(Stored records)
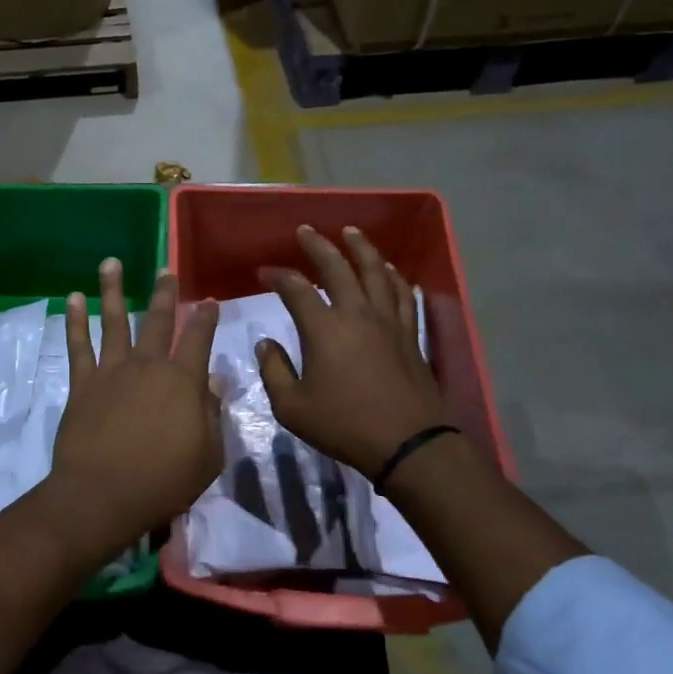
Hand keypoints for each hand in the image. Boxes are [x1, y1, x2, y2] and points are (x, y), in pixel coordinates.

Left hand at [49, 258, 221, 547]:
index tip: (209, 301)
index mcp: (183, 381)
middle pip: (158, 321)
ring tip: (111, 262)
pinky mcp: (83, 383)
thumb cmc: (163, 481)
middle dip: (164, 293)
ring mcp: (112, 370)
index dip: (206, 317)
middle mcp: (148, 366)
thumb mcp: (208, 456)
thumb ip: (213, 415)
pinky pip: (78, 345)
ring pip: (114, 321)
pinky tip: (73, 298)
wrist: (102, 494)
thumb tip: (215, 382)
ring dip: (114, 290)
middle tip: (165, 269)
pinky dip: (75, 320)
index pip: (199, 339)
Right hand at [255, 225, 446, 478]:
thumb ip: (274, 371)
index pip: (296, 289)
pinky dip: (394, 276)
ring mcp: (388, 321)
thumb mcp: (292, 407)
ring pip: (375, 272)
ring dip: (361, 248)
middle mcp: (357, 314)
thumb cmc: (344, 426)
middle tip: (305, 231)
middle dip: (318, 245)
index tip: (263, 272)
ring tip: (351, 232)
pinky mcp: (409, 333)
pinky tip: (389, 269)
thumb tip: (266, 343)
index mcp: (324, 329)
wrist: (407, 443)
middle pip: (338, 268)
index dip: (277, 276)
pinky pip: (403, 294)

Task details >> Track down every line in the entries that includes the string "hand", and copy it.

Answer box >>
Hand keypoints for each hand in the image. Boxes are [x1, y1, x2, y2] and points are (x, y), in pixel coordinates.
Left hand at [49, 258, 221, 547]:
Right hand at [255, 225, 446, 478]:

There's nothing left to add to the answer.